## HOW TO COMPLETE THIS TASK
Show every line of the data below that includes the word "links".

## DATA SHOWN
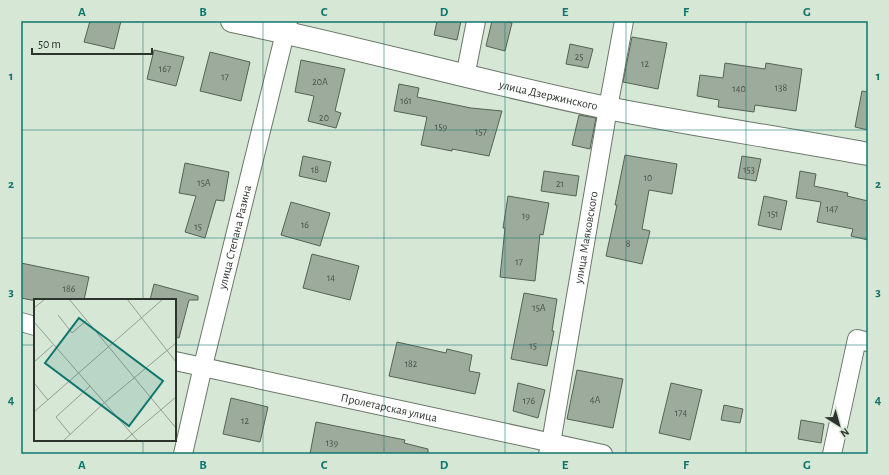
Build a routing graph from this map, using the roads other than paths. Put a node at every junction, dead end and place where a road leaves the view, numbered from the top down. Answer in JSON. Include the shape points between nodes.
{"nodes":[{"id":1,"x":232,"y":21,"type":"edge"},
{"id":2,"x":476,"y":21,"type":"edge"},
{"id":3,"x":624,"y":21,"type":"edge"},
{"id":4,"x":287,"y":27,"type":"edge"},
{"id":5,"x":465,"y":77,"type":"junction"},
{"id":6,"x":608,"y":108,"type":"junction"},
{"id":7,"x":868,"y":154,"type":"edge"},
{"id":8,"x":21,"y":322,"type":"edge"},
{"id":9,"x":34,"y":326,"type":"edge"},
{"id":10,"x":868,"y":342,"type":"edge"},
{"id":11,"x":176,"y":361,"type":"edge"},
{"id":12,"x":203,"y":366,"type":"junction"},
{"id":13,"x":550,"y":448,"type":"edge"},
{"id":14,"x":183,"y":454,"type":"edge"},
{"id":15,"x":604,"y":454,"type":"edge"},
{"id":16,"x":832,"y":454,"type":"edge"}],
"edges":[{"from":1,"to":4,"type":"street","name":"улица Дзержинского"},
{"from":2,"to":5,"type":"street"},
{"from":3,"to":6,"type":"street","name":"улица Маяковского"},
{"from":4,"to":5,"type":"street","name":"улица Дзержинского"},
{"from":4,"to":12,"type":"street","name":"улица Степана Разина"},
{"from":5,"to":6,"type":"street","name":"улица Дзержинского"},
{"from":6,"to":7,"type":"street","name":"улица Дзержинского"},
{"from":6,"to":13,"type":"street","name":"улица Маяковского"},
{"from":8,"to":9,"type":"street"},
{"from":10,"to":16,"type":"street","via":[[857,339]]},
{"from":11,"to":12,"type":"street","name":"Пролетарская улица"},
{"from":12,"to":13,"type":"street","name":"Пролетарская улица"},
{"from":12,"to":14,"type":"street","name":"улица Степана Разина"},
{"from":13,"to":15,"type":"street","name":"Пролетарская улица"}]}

==

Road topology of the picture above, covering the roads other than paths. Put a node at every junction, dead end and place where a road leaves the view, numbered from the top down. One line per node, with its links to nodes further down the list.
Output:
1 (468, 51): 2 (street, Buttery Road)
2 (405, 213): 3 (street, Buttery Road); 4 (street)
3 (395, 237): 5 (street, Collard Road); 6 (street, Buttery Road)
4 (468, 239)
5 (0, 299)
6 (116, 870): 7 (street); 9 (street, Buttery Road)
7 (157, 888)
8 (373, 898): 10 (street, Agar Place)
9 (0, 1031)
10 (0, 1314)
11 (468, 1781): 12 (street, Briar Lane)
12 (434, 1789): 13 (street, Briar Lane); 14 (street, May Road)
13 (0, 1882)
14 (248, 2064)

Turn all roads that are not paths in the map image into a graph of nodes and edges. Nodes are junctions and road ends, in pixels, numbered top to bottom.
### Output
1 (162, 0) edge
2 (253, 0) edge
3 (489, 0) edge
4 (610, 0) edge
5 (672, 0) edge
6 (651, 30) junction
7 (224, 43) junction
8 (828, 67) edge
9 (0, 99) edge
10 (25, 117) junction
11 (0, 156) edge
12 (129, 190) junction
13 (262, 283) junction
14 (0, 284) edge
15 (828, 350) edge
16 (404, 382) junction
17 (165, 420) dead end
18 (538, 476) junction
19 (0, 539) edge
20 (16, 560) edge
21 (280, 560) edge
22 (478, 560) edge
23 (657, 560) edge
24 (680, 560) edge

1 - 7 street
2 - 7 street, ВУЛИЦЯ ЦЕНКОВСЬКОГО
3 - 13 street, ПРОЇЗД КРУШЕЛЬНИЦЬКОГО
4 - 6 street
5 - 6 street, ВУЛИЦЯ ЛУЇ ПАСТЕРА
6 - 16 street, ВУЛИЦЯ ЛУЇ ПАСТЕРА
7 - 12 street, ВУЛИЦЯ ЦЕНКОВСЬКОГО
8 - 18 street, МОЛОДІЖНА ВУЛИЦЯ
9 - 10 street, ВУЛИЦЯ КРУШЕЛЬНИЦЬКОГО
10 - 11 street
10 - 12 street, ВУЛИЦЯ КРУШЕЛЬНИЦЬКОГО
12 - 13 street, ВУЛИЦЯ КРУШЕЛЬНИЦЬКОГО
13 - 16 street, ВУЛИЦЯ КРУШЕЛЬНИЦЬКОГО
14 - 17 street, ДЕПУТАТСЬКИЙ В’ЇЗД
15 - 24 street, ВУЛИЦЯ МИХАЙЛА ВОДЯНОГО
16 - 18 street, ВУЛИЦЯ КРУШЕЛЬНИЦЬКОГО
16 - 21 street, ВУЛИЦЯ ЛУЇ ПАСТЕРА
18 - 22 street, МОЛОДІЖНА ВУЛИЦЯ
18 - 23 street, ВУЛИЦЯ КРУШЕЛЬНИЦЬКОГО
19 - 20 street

* * *

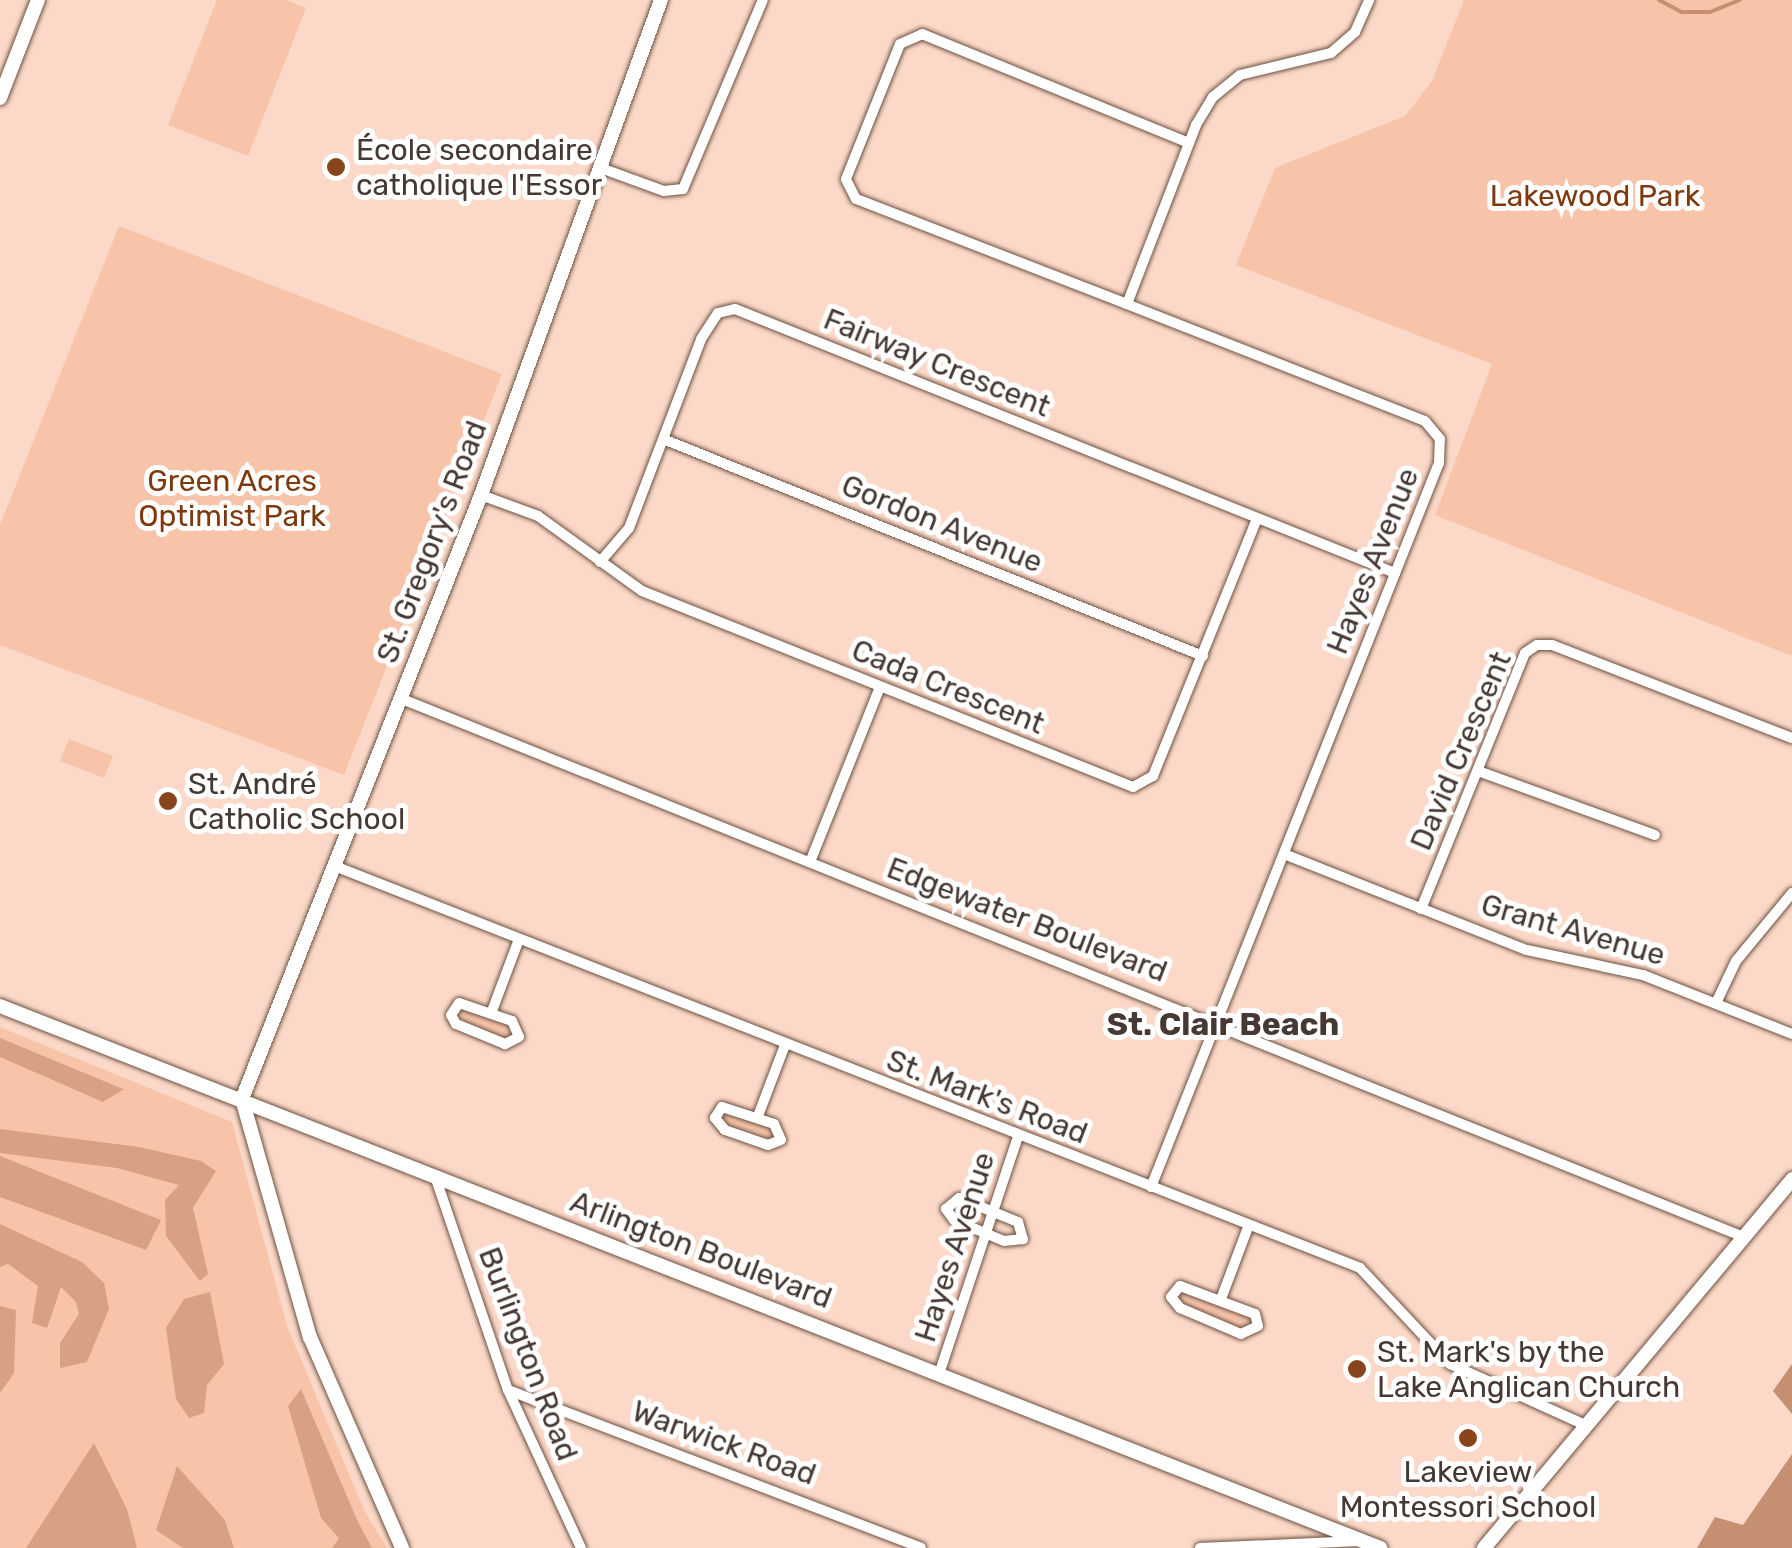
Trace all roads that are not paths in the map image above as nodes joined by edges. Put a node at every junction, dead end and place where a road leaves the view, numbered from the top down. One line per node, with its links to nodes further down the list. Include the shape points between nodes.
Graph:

## ANSWER BELOW
Road topology of the picture above, covering the roads other than paths. Put a node at every junction, dead end and place where a road leaves the view, numbered from the top down. One line per node, with its links to nodes further down the list.
Trace all roads that are not paths in the map image above as nodes joined by edges. Put a node at every junction, dead end and place where a road leaves the view, numbered from the top down. One line per node, with its links to nodes further down the list. Include the shape points between nodes.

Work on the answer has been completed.